++++ Input data ++++
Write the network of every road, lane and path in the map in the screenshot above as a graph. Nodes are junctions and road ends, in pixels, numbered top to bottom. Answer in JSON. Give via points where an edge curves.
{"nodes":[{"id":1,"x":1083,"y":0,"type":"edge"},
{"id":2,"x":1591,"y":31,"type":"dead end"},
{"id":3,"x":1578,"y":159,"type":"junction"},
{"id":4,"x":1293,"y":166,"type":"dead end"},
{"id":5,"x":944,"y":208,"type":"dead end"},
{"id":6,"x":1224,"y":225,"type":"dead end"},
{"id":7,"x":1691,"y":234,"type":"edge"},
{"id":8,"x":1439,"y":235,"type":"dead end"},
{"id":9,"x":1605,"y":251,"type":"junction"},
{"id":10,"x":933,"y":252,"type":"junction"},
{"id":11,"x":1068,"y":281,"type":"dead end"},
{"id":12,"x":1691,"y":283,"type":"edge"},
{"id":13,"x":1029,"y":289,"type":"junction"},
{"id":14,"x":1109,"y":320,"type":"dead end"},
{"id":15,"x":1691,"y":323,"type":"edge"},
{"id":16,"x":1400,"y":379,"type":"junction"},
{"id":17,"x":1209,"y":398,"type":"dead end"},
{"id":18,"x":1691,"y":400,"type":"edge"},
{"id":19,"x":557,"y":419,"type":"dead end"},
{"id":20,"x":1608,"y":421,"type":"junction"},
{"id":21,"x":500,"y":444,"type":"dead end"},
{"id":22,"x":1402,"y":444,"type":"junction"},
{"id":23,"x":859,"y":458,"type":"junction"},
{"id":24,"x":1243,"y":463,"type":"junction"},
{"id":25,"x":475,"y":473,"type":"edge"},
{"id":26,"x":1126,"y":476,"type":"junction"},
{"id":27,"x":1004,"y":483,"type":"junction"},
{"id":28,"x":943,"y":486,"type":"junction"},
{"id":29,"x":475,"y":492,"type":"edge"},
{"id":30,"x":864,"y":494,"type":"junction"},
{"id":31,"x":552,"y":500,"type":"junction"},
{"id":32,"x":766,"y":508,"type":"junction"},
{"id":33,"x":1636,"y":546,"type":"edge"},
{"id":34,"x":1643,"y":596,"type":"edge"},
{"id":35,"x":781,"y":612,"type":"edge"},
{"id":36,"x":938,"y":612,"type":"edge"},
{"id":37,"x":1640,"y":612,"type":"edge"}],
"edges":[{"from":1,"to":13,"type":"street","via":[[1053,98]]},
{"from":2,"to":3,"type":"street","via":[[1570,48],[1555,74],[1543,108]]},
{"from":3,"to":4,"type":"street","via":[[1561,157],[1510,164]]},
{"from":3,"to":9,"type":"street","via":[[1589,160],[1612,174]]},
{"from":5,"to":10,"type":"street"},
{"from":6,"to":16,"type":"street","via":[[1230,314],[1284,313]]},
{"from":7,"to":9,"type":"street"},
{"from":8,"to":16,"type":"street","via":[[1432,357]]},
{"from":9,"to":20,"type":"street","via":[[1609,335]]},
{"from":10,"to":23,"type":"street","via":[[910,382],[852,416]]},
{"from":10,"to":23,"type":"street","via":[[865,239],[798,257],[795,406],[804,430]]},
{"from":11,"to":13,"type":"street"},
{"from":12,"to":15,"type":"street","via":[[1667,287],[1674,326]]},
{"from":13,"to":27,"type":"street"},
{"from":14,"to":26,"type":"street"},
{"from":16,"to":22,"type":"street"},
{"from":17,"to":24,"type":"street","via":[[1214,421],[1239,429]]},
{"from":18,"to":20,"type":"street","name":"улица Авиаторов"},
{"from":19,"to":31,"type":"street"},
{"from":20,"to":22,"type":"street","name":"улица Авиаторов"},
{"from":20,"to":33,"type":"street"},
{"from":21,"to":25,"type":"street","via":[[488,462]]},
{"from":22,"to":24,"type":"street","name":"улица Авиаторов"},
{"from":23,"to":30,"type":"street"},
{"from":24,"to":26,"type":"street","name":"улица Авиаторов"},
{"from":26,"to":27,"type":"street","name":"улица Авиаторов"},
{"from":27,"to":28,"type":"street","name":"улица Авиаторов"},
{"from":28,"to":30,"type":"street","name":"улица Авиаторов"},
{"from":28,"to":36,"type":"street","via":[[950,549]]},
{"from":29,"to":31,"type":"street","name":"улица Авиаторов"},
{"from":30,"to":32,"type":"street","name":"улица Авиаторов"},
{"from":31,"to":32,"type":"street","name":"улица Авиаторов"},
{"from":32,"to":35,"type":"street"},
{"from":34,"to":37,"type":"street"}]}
++++
From the records above, return each line that has the string "улица".

## Problem solution
{"from":18,"to":20,"type":"street","name":"улица Авиаторов"},
{"from":20,"to":22,"type":"street","name":"улица Авиаторов"},
{"from":22,"to":24,"type":"street","name":"улица Авиаторов"},
{"from":24,"to":26,"type":"street","name":"улица Авиаторов"},
{"from":26,"to":27,"type":"street","name":"улица Авиаторов"},
{"from":27,"to":28,"type":"street","name":"улица Авиаторов"},
{"from":28,"to":30,"type":"street","name":"улица Авиаторов"},
{"from":29,"to":31,"type":"street","name":"улица Авиаторов"},
{"from":30,"to":32,"type":"street","name":"улица Авиаторов"},
{"from":31,"to":32,"type":"street","name":"улица Авиаторов"},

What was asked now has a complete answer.